Do you cringe when that short deacon at your parish swings the censer at apparent random? Flinch instinctively when Father does the asperges as if he's aiming for your head? You must watch how they do the censing at Santiago de Compostela. (The fun starts at about one minute in.)

Just tell yourself, if you die during Mass, first-class ticket to heaven....

Wednesday, June 20, 2007

Of Moths and Men

Yahmdallah is scared of moths. Hey, stay out of central Texas, we've got an unusual number of big ol' hummingbird moths (see above photo) flocking this year. They really do look like hummingbirds--they're big and they hover in place while they feed. One of them laid a clutch of eggs on our porch post, to the infinite delight of Offspring #1.

But I don't care for unidentified visiting reptiles. Behold the latest e-mails off our neighborhood listserve:
E-mail #1:
Hello neighbors,
Is anyone missing a five foot long black and gold snake? It appeared
in our front lawn this morning.

Please email me offlist immediately if this snake belongs to you. We will otherwise take it to the creek later this evening.

Thanks so much!

E-mail #2:
Hello again,

Through the space between the lid and container, propped open with a stick, the snake made a break for it around 4 p.m. It's happily slithering its way around [neighborhood] as I write.

I am not doing any yardwork any time soon.

Tuesday, June 05, 2007

Baby Name Madness

Five weeks from The Event, and we've settled on the little one's name; but it's still fun to look around at the baby name blogs and software. For a long time, the best naming tool on the web was the Baby Name Voyager (whipped up by Laura Wattenberg, author of The Baby Name Wizard), which lets you consult the Social Security Database for the last 100-odd years to see just how popular your name choice has been. You can reach back into another era for unexpected names capable of rehabilitation, or just find out in time if your name choice was uber-trendy five years ago and is now sooooo 2002.
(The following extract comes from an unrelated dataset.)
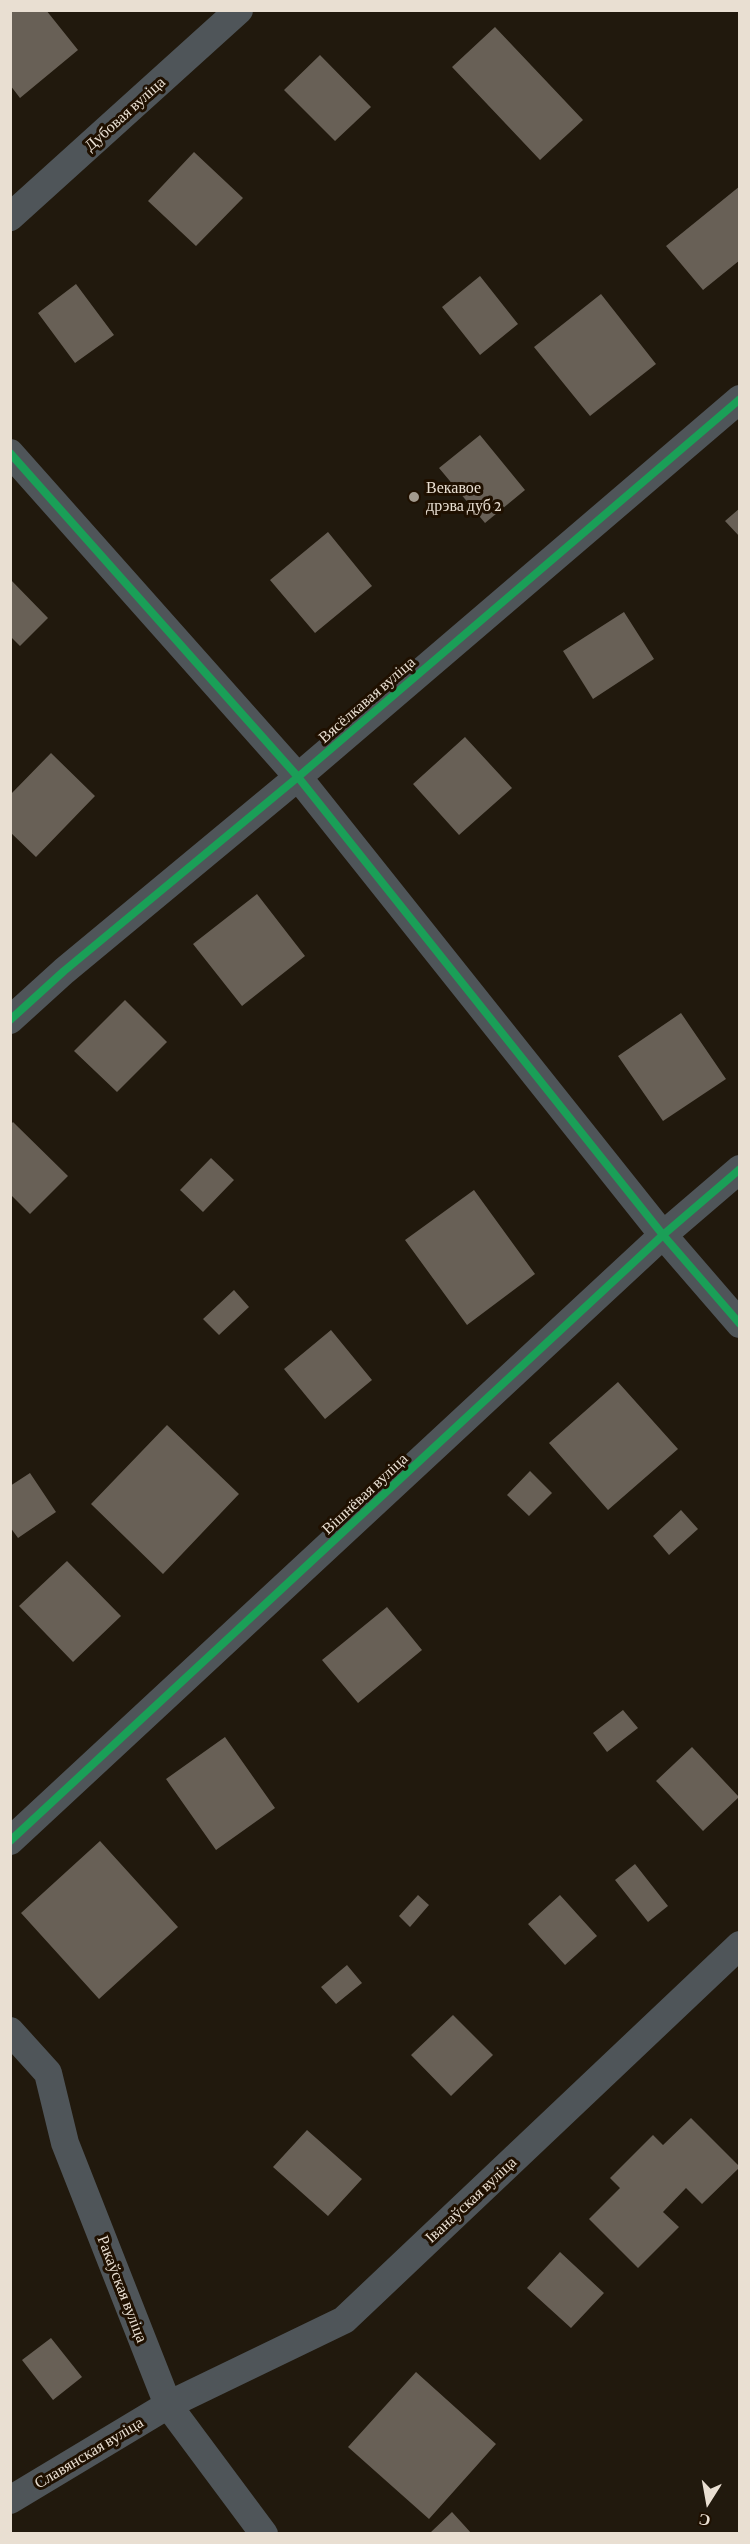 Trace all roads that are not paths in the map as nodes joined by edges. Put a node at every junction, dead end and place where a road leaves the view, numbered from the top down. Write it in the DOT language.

Wattenberg now has a new tool, just as cool and useful: the Nymbler. Based on Wattenberg's database of names linked by cultural attribution, you just plug in some names you like (or names you would like except there's something not quite perfect about them), click, and you get a menu of other names you might like. Plug in your children's names and see what your naming style says about your preferences. Add names you like from the list, click again, and get a refined list of name choices.

It was impressive to see what names Eudoxus and I had showing up on the list when we entered our top choices. Though it was a little disturbing to find out that we were also likely to favor Nimrod, Napoleon, and Gottlieb for a boy (having entered Balthazar and Linus--the software wouldn't take Bede), it was nice to see Willa, Ursula, and Ada (two names we'd considered for a girl, and one we wished we had) suggested. Confirmation at least of the consistency of our naming preferences, if not of our pragmatic wisdom in name choices.

Go, play with it.

Friday, June 01, 2007

Serrefine, Coryza, and the Tragedy of Clevis

The high drama of the Scripps National Spelling Bee is over for another year, and, as with this year's National Geographic Bee, ends with a victory for a homeschooler, Evan O'Dorney. This year's winner illustrates not only the continuing dominance of homeschoolers--four of the top 15 finishers were homeschooled--but the increasing variation in what "homeschooling" can mean: O'Dorney represented a public independent study/homeschool, Venture School, which appears to be a sort of public umbrella school. Or something.

Best quote:

"My favorite things to do were math and music, and with the math I really like the way the numbers fit together," [O'Dorney] said. "And with the music I like to let out ideas by composing notes - and the spelling is just a bunch of memorization."